*What to work on*. Search each line below for the word "Write" and list those that contain it.

= = = = = = =

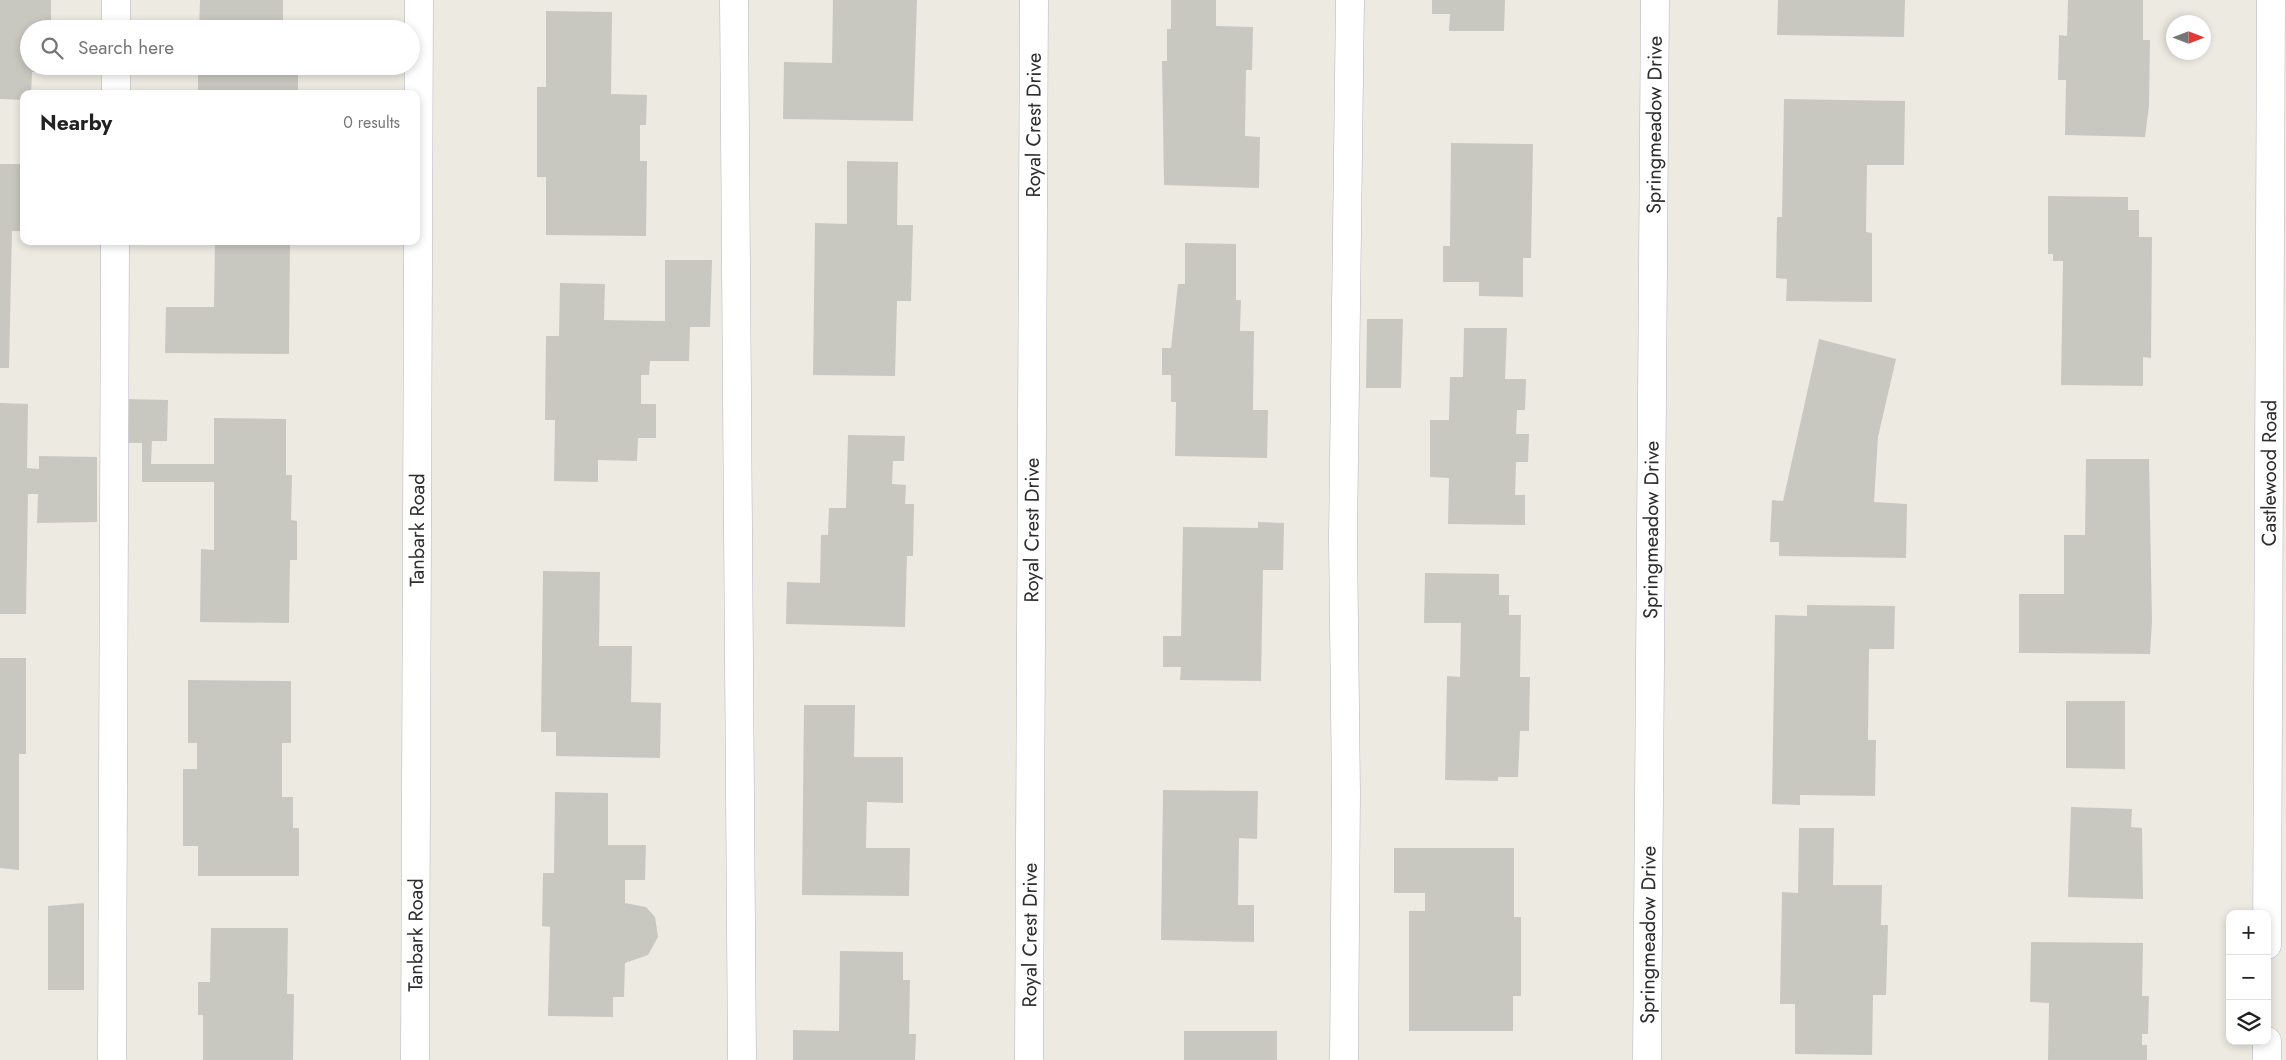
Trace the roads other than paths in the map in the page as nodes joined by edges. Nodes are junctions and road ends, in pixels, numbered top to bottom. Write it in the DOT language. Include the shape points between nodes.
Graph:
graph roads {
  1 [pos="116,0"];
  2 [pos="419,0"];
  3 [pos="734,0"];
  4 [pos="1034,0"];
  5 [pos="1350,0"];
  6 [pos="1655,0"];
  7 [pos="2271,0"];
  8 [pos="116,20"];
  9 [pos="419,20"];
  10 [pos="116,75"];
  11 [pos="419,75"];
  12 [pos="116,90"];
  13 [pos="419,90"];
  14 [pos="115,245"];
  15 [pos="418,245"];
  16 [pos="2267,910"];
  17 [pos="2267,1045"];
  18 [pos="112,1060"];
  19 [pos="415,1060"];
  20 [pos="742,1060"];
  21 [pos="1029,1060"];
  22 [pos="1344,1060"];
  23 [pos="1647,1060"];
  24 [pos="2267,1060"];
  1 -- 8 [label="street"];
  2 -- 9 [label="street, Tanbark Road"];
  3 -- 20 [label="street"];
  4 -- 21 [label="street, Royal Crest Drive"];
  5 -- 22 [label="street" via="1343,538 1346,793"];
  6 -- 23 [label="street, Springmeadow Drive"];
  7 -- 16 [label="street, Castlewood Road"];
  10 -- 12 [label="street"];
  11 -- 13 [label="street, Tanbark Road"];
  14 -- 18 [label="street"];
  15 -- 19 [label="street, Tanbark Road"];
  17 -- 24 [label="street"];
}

= = = = = = =

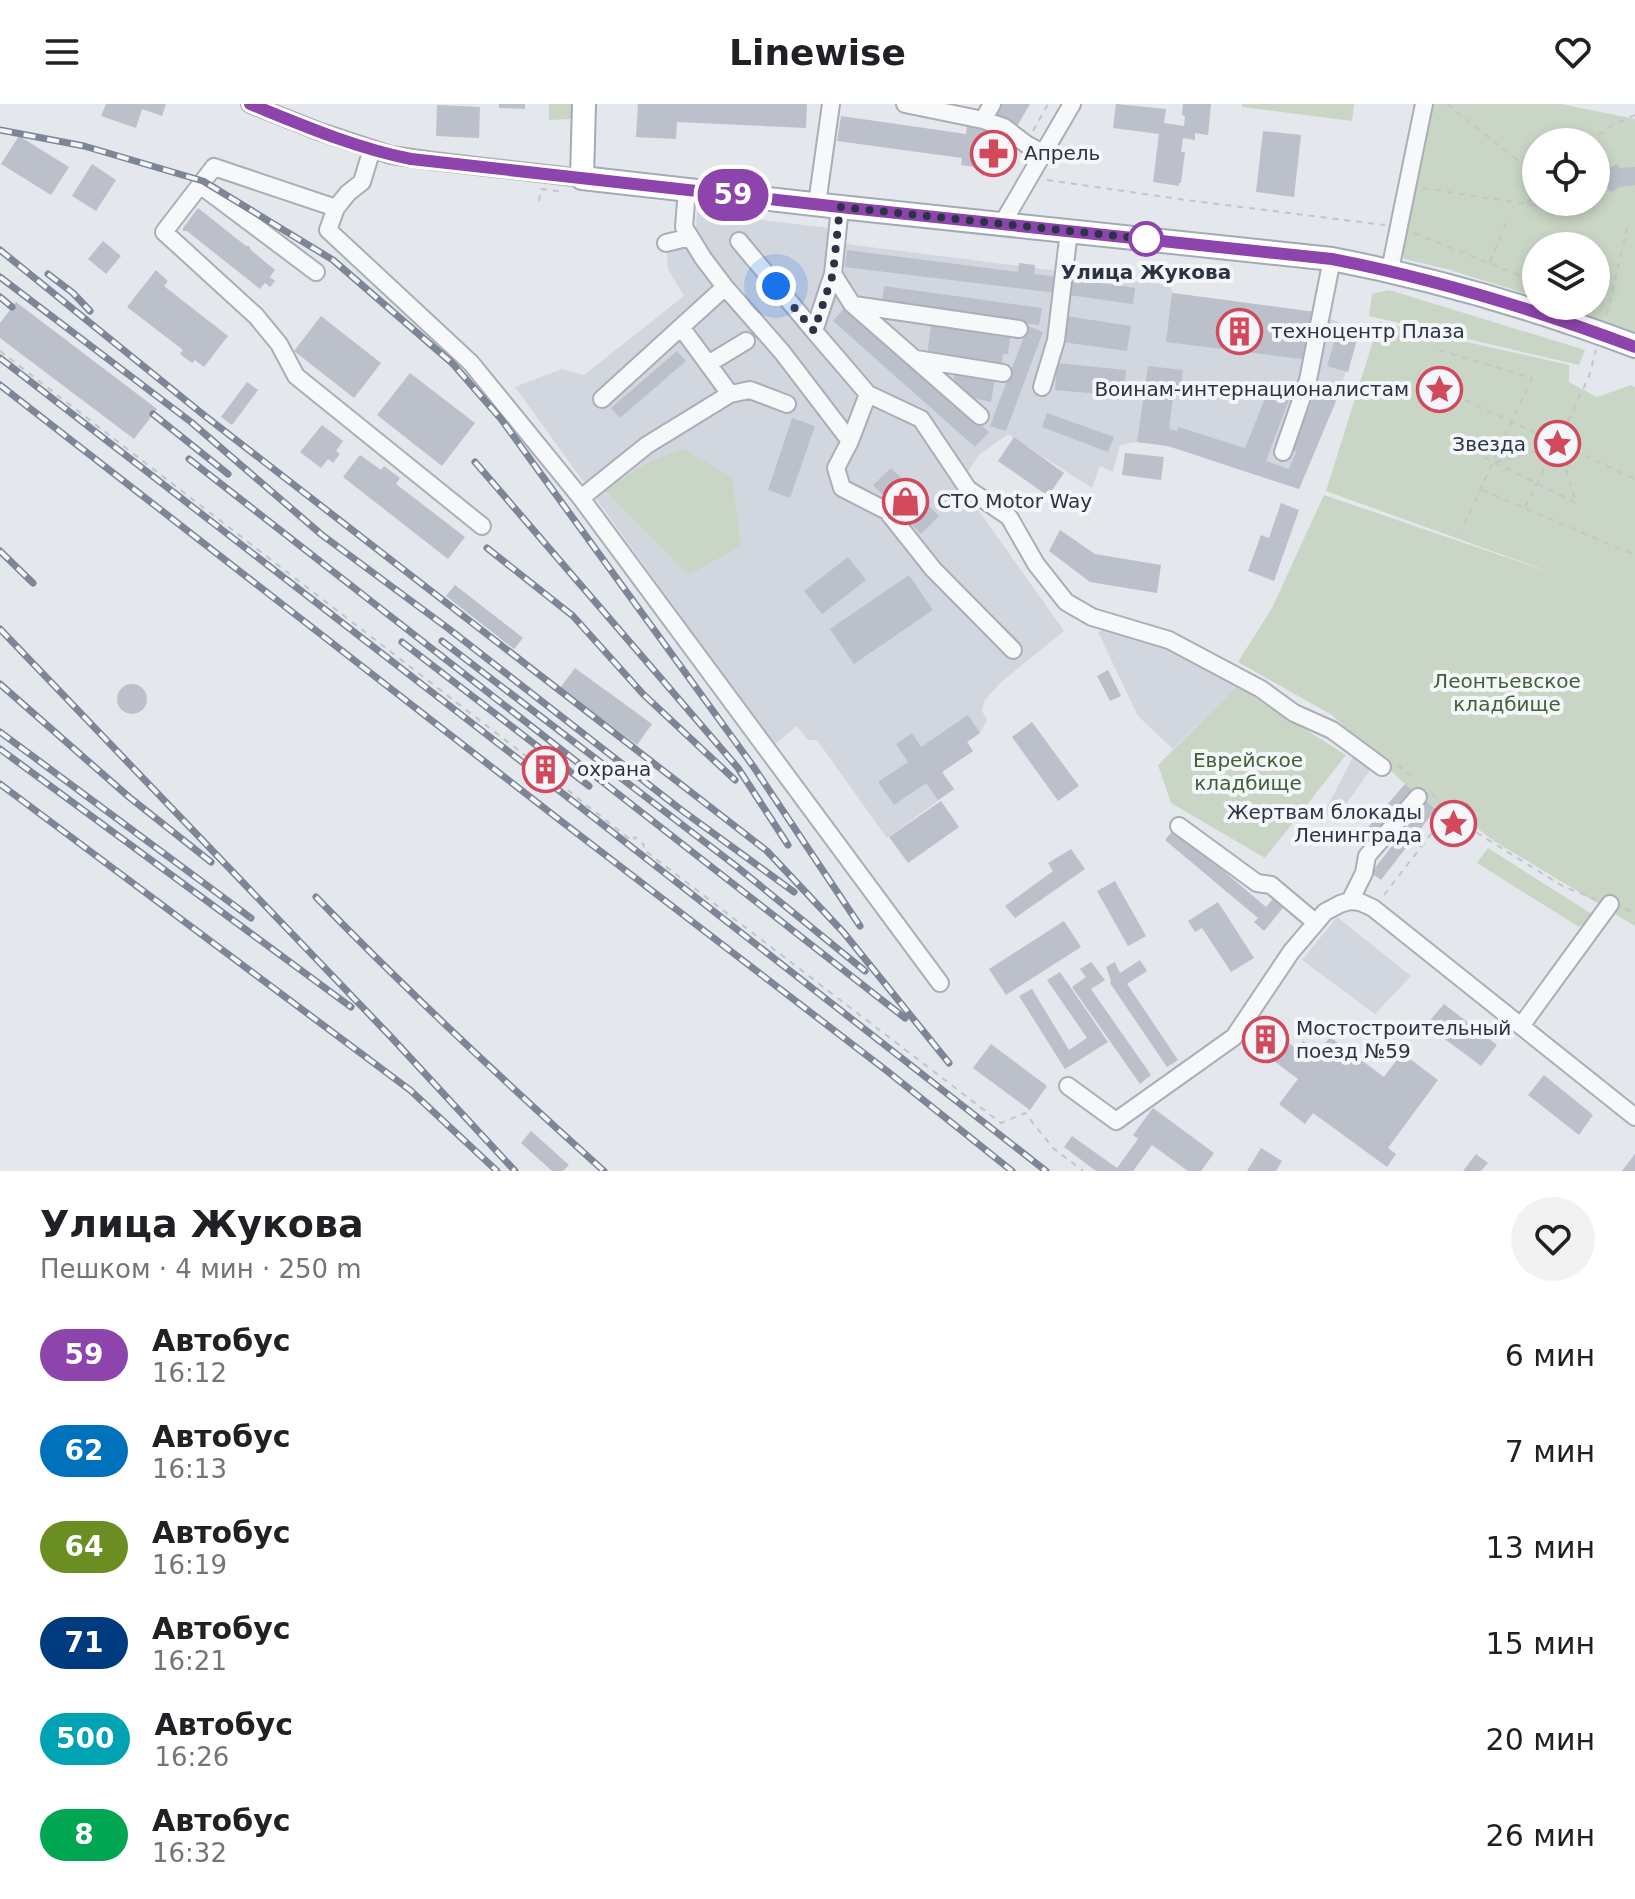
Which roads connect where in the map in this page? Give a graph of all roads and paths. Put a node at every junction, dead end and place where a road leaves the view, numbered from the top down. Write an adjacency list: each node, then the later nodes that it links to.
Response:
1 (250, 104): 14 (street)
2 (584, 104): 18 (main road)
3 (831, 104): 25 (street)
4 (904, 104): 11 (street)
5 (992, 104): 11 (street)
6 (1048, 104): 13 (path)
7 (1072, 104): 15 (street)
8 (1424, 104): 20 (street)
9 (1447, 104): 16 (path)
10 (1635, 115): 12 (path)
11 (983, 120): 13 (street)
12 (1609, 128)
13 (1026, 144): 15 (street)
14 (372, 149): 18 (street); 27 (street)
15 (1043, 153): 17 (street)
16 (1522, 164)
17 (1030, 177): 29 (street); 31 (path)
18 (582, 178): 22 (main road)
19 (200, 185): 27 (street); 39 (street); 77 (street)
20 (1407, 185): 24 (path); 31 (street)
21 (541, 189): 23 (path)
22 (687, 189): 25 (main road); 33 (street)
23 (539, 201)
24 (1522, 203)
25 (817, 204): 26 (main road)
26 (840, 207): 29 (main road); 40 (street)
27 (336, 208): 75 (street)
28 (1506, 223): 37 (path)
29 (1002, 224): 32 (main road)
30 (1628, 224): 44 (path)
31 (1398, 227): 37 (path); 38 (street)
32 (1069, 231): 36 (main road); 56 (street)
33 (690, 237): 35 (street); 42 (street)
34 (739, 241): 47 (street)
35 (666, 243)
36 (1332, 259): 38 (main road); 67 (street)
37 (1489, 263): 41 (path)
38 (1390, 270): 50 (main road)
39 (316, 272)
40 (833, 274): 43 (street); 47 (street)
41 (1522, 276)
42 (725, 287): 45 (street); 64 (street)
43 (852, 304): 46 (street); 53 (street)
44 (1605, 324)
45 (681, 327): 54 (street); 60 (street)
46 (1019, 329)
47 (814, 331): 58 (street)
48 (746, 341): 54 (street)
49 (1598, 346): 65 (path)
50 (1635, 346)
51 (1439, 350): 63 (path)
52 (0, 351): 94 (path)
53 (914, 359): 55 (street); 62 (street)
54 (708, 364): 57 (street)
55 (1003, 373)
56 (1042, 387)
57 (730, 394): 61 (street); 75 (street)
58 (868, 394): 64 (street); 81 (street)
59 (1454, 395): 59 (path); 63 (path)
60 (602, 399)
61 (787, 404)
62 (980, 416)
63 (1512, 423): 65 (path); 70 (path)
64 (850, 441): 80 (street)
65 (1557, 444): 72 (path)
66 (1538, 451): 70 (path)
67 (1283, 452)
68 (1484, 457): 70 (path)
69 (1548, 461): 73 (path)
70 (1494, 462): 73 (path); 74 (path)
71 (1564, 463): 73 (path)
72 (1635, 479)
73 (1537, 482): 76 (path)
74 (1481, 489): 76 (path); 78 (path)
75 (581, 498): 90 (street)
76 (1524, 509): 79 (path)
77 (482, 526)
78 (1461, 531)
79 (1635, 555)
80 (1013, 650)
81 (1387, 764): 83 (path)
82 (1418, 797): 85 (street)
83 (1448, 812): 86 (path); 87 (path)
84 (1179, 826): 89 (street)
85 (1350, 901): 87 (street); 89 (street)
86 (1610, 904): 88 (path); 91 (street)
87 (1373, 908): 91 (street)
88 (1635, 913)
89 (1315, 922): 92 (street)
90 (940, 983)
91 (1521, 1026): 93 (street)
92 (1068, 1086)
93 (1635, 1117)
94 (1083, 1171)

= = = = = = =

*Solution*.
Trace the roads other than paths in the map in the page as nodes joined by edges. Nodes are junctions and road ends, in pixels, numbered top to bottom. Write it in the DOT language. Include the shape points between nodes.
Which roads connect where in the map in this page? Give a graph of all roads and paths. Put a node at every junction, dead end and place where a road leaves the view, numbered from the top down. Write an adjacency list: each node, then the later nodes that it links to.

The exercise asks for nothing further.